● Aim of the task
Each line containing the string "pinky" should be copied out of the entries.

Per-instance keypoint data:

——

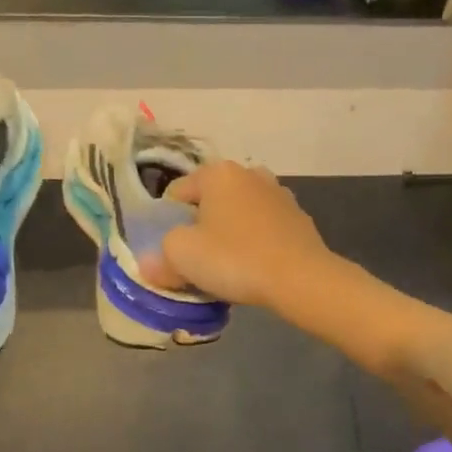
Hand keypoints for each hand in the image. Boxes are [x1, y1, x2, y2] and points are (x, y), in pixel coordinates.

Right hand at [146, 161, 335, 307]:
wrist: (300, 278)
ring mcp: (280, 195)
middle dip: (201, 227)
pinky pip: (264, 230)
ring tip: (227, 267)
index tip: (173, 252)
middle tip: (198, 260)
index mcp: (218, 173)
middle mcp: (250, 174)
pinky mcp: (299, 219)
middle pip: (210, 202)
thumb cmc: (234, 258)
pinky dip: (255, 243)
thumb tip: (151, 264)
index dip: (167, 223)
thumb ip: (160, 256)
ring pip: (239, 215)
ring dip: (229, 234)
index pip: (177, 192)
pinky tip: (255, 268)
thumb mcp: (181, 257)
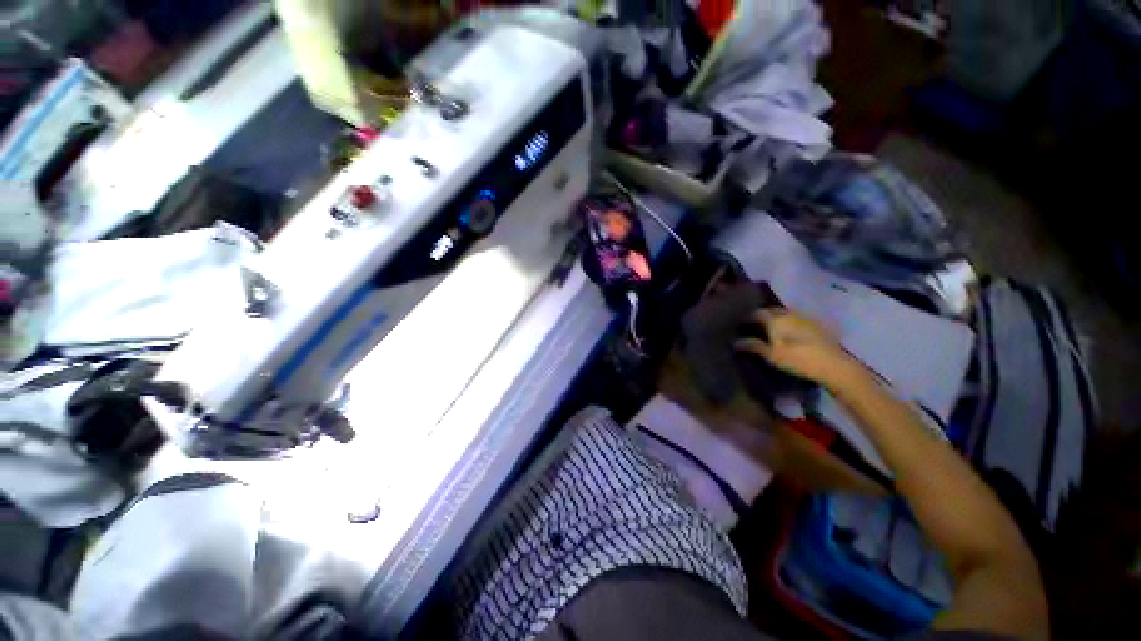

——

● Completed exercise
pinky pip: (264, 230)
pinky mcp: (299, 219)
pinky dip: (255, 243)
pinky tip: (255, 268)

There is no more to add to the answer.